Выбрать главу

Крылов вновь отстаивал свои антикрепостнические убеждения, защищая мысль о естественном равенстве людей. Тупоголовый крепостник, произносящий свой панегирик, с апломбом заявлял: «Сколько ни бредят философы, что по родословной всего света мы братья, и сколько ни твердят, что все мы дети одного Адама, но благородный человек должен стыдиться такой философии, и если уже необходимо надобно, чтоб наши слуги происходили от Адама, то мы лучше согласимся признать нашим праотцем осла, нежели быть равного с ними происхождения. Ничто столь человека не возвышает, как благородное происхождение: это первое его достоинство». Трудно было злее высмеять эти человеконенавистнические убеждения заядлых крепостников. Сила и едкость крыловской сатиры, ее художественная убедительность достигнуты здесь тем, что панегирист, произносящий похвальную речь в честь своего друга, разоблачает свое собственное убожество. Впоследствии этой манерой ложного панегирика не раз пользовались Гоголь и Салтыков-Щедрин.

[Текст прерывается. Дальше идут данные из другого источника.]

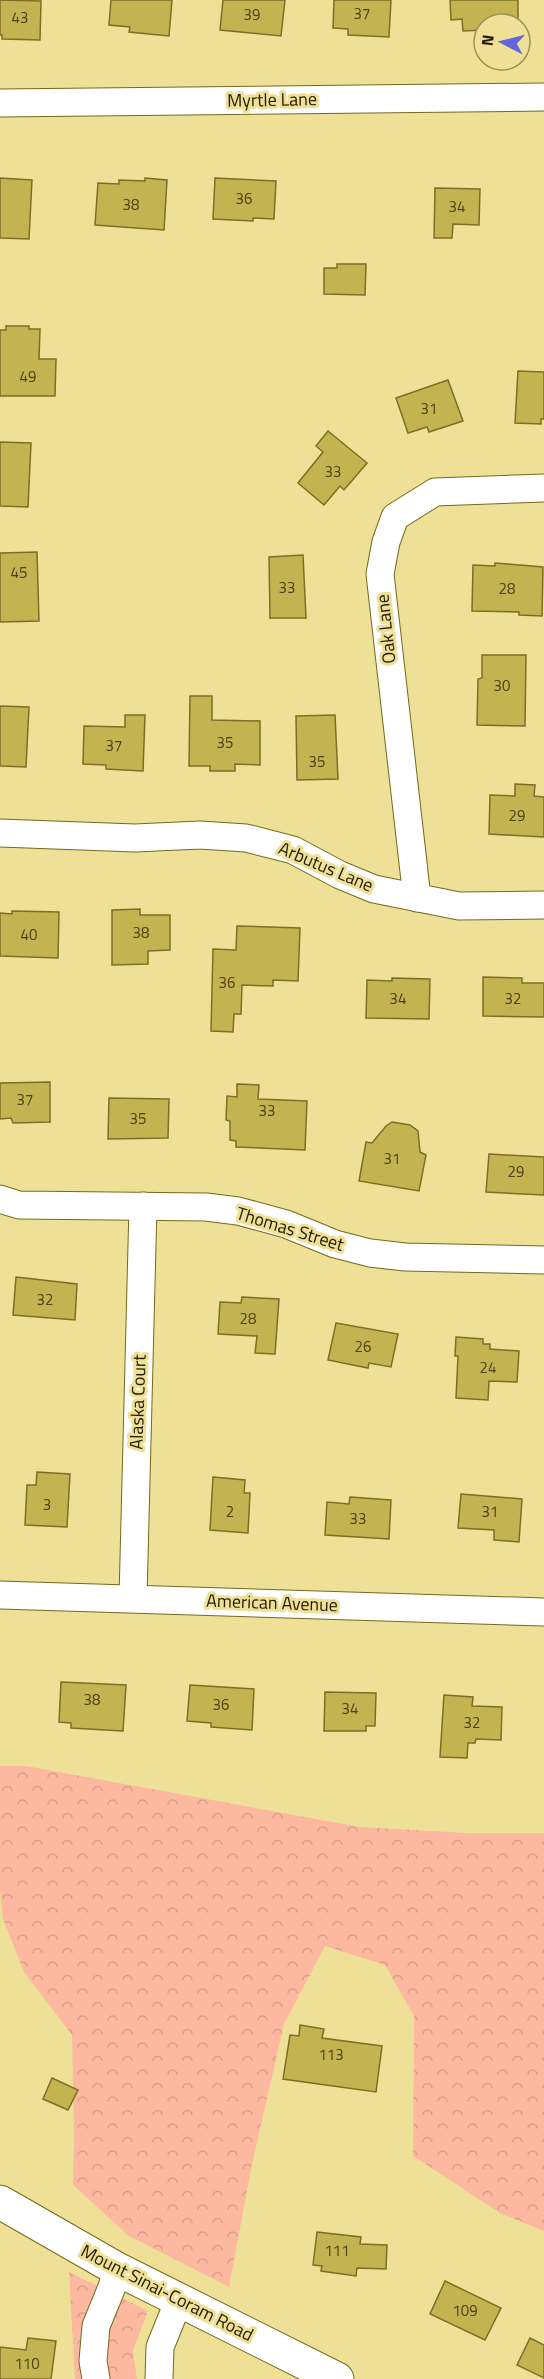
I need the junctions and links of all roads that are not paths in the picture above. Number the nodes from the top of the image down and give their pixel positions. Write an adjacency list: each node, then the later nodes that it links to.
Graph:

В «Каибе» Крылов замаскировал свою сатиру условной формой «восточной» повести. Высмеивая сентиментально-идиллическое изображение жизни народа, он показал ее нестерпимую тяжесть. Особенно язвительна его сатира по адресу придворных, окружавших Каиба. Он рисует карикатурные образы вельмож, в ведении которых находится управление государством. Таков Дурсан, главное достоинство которого в том, что «борода его доставала до колен». Ослашид (уже самые имена вельмож достаточно полно характеризуют их «достоинства»!) — обладатель белой чалмы, дававшей ему право «на большие степени и почести». Грабилей, который хотя и был сыном чеботаря, но, поступив на «приказную службу», «развернул свои способности» и стал «одним из числа знаменитейших людей, снабженных способами утеснять бедных». Да и сам калиф, кичащийся своей просвещенностью, правит согласно провозглашенному им «порядку»: «…для избежания споров начинал так свои речи: „Господа! Я хочу того-то: кто имеет на сие возражение, тот может свободно его объявить: в сию ж минуту получит он пятьсот ударов воловьею жилою по пятам, а после мы рассмотрим его голос“».

Это был недвусмысленный намек на императрицу, прикрывавшую свой деспотизм лицемерными фразами о законности.

Хотя Каиб убеждается, что гордыня и честолюбие не приносят счастья, и раскаивается в своем прежнем поведении, но такая развязка оставалась совершенно неубедительной и предназначена была лишь для умилостивления властей.

Сатирический характер имели и произведения Клушина. На страницах «Зрителя» он обличал «жестосердых тиранов»: «Жестосердый тиран предпринимает отъять чужие венцы, украсить ими чело свое, на котором напечатлены кровью преступления его…» В этих строках содержался намек на планы Екатерины, собиравшейся вмешаться в дела Франции. Клушин являлся автором и сочинения «Сны аллегорические, философские и сатирические», которое давал читать своим друзьям в рукописи. В одном из своих «снов» Клушин изобразил европейских монархов в виде воронов, готовящихся напасть на горлиц, только что договорившихся жить по-новому и «питать себя своими трудами, а не похищать насилием». Здесь также заключались намеки на события французской революции, крамольные в условиях наступившей реакции.

Все это не могло пройти незамеченным. После событий во Франции императрица стала тревожна и подозрительна.

В мае 1792 года был арестован Новиков, признанный императрицей опасным для нее врагом. Оппозиционный характер его журналов в прошлом, широкая издательская деятельность, роль в масонстве, которое Екатерина рассматривала как нелегальное и антиправительственное движение, предрешили его печальную судьбу.